« Il y a une nouvelle proposition » de Magna, a déclaré un porte-parole du ministère de l'Industrie.
Hier, s'est tenue à Madrid une réunion entre Magna, les syndicats, le ministre de l'Industrie socialiste, Miguel Sebastian, et des représentants du gouvernement régional d'Aragon (Nord) mais les syndicats ont quitté la table à la mi-journée, affirmant que Magna maintenait sa proposition initiale de délocaliser une partie de la production en Allemagne, ce qui était inacceptable pour eux.
Le ministre et le gouvernement régional ont continué de négocier avec Magna pendant l'après-midi, débouchant sur cette nouvelle proposition.
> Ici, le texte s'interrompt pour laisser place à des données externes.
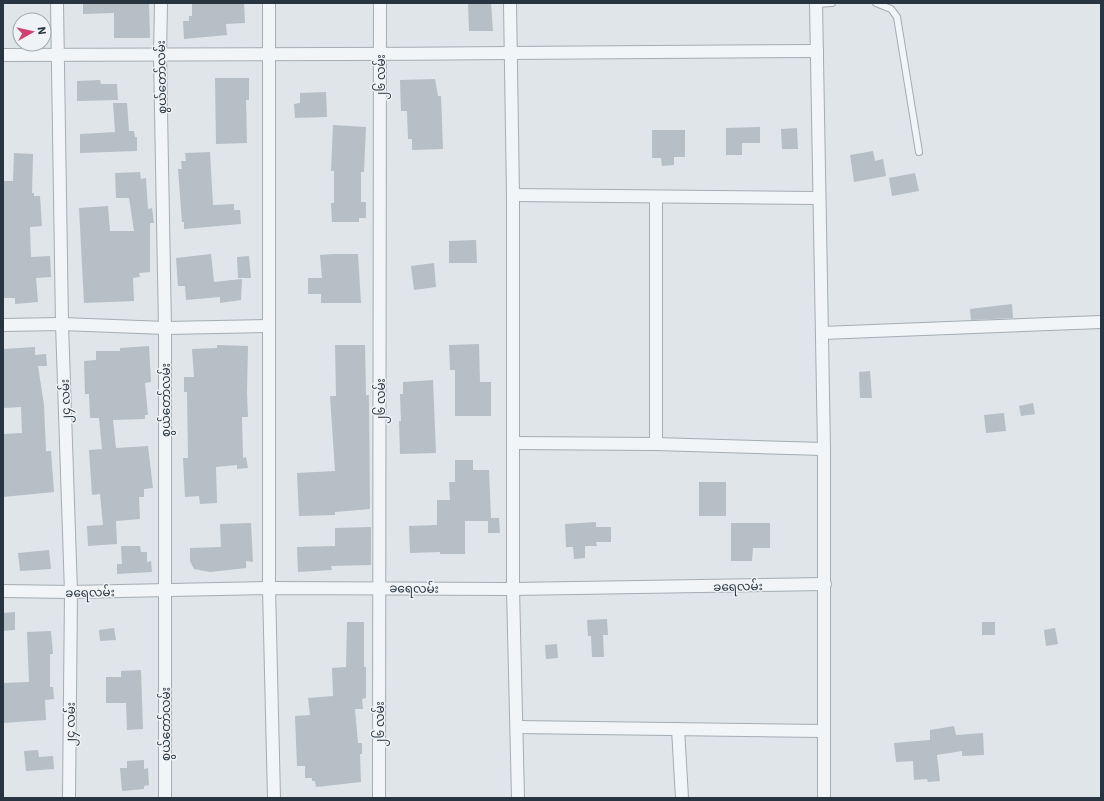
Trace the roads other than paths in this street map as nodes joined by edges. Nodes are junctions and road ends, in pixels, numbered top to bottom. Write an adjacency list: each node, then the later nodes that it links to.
1 (57, 3): 13 (street, ၂၄ လမ်း)
2 (161, 3): 14 (street, စွယ်တော်လမ်း)
3 (269, 3): 15 (street)
4 (380, 3): 12 (street, ၂၆ လမ်း)
5 (510, 3): 10 (street)
6 (816, 3): 7 (lane); 9 (street)
7 (832, 3)
8 (876, 3): 16 (lane)
9 (817, 51): 10 (street); 19 (street)
10 (510, 52): 12 (street); 17 (street)
11 (3, 55): 13 (street)
12 (380, 55): 15 (street); 31 (street, ၂၆ လမ်း)
13 (58, 56): 14 (street); 21 (street, ၂၄ လမ်း)
14 (160, 56): 15 (street); 24 (street, စွယ်တော်လမ်း)
15 (268, 56): 23 (street)
16 (919, 152)
17 (513, 196): 18 (street); 26 (street)
18 (656, 198): 19 (street); 27 (street)
19 (819, 198): 25 (street)
20 (1101, 322): 25 (street)
21 (62, 324): 22 (street); 24 (street); 35 (street, ၂၄ လမ်း)
22 (3, 325)
23 (268, 326): 24 (street); 30 (street)
24 (165, 328): 34 (street, စွယ်တော်လမ်း)
25 (822, 333): 28 (street)
26 (514, 443): 27 (street); 32 (street)
27 (656, 444): 28 (street)
28 (824, 449): 29 (street)
29 (825, 584): 32 (street, ခရေလမ်း); 38 (street)
30 (269, 588): 31 (street, ခရေလမ်း); 34 (street, ခရေလမ်း); 41 (street)
31 (380, 588): 32 (street, ခရေလမ်း); 42 (street, ၂၆ လမ်း)
32 (513, 589): 36 (street)
33 (3, 591): 35 (street, ခရေလမ်း)
34 (166, 591): 35 (street, ခရေလမ်း); 40 (street, စွယ်တော်လမ်း)
35 (71, 592): 39 (street, ၂၄ လမ်း)
36 (517, 727): 37 (street); 43 (street)
37 (678, 729): 38 (street); 44 (street)
38 (823, 731): 45 (street)
39 (69, 798)
40 (165, 798)
41 (274, 798)
42 (379, 798)
43 (518, 798)
44 (682, 798)
45 (824, 798)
L'objet de cette réunion était de négocier les projets de Magna pour l'usine espagnole d'Opel, à Figueruelas, près de Saragosse (Nord), qui emploie 7 000 personnes. Magna souhaite réduire le nombre d'emplois d'environ 1 300 et surtout délocaliser une partie de la production vers l'Allemagne, ce à quoi sont opposés les syndicats.
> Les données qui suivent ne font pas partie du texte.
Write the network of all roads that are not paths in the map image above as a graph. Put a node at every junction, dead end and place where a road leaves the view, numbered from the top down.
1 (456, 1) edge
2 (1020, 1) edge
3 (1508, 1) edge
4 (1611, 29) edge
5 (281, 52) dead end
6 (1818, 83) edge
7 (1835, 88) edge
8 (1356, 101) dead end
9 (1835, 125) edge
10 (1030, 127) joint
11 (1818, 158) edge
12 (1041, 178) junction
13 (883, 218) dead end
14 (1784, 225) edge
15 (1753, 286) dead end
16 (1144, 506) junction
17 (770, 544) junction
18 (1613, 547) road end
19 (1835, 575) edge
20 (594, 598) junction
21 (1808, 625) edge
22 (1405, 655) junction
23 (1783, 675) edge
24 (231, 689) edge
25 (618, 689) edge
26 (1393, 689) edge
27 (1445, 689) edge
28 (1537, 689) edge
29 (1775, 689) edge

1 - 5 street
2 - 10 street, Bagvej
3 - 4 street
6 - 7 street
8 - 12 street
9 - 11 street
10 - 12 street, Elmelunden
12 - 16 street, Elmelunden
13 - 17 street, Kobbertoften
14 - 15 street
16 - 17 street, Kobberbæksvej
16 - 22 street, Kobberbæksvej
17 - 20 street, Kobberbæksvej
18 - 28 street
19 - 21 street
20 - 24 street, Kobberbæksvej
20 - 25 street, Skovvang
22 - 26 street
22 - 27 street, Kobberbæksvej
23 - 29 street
« Magna, sans données économiques claires, continue de dire qu'il est nécessaire de délocaliser à Eisenach, en Allemagne (où se trouve déjà une usine du groupe, ndlr), la production du modèle Corsa trois portes », ainsi qu'une partie de la production de pièces détachées, également vers l'Allemagne.
La nouvelle proposition de Magna porte sur « le plan industriel », c'est-à-dire le futur de l'usine, a déclaré le porte-parole, sans entrer dans plus de précisions, au motif qu'il convient aux syndicats d'évaluer cette proposition.
Cette réunion aura lieu à Saragosse et le gouvernement sera également représenté.
Le projet de vente d'Opel par l'américain General Motors à l'équipementier canadien Magna, assorti de milliers de suppressions d'emplois, a suscité des critiques de plusieurs pays européens, dont l'Espagne, qui accusent l'Allemagne d'avoir piloté l'opération avec des arrière-pensées politiques plus qu'économiques.
Magna a été choisi le mois dernier par General Motors pour reprendre, conjointement avec la banque russe Sberbank, 55 % de sa filiale européenne en difficulté Opel.
Celle-ci emploie quelque 50 000 salariés en Allemagne, en Espagne, en Belgique et en Pologne, ainsi qu'au Royaume-Uni, sous sa marque Vauxhall.
Le financement du rachat fait l'objet de discussions difficiles à l'échelle européenne.
Magna réclame 4,5 milliards d'euros de fonds publics pour mener à bien la transaction, une somme que l'Allemagne, qui avait accepté d'avancer des fonds pour préserver les emplois sur son sol, veut répartir entre tous les Etats européens concernés, donc y compris l'Espagne.
Magna prévoyait initialement de supprimer environ 1 700 emplois à Figueruelas, avant de ramener début octobre ce chiffre à 1 300.
Le gouvernement espagnol est confronté à une difficile situation économique et à l'envolée du chômage, qui frappe près de 18 % de la population.
Selon un porte-parole du gouvernement régional d'Aragon, l'activité de l'usine de Figueruelas génère un total d'environ 14 000 emplois (7 000 à l'usine et 7 000 parmi les sous-traitants).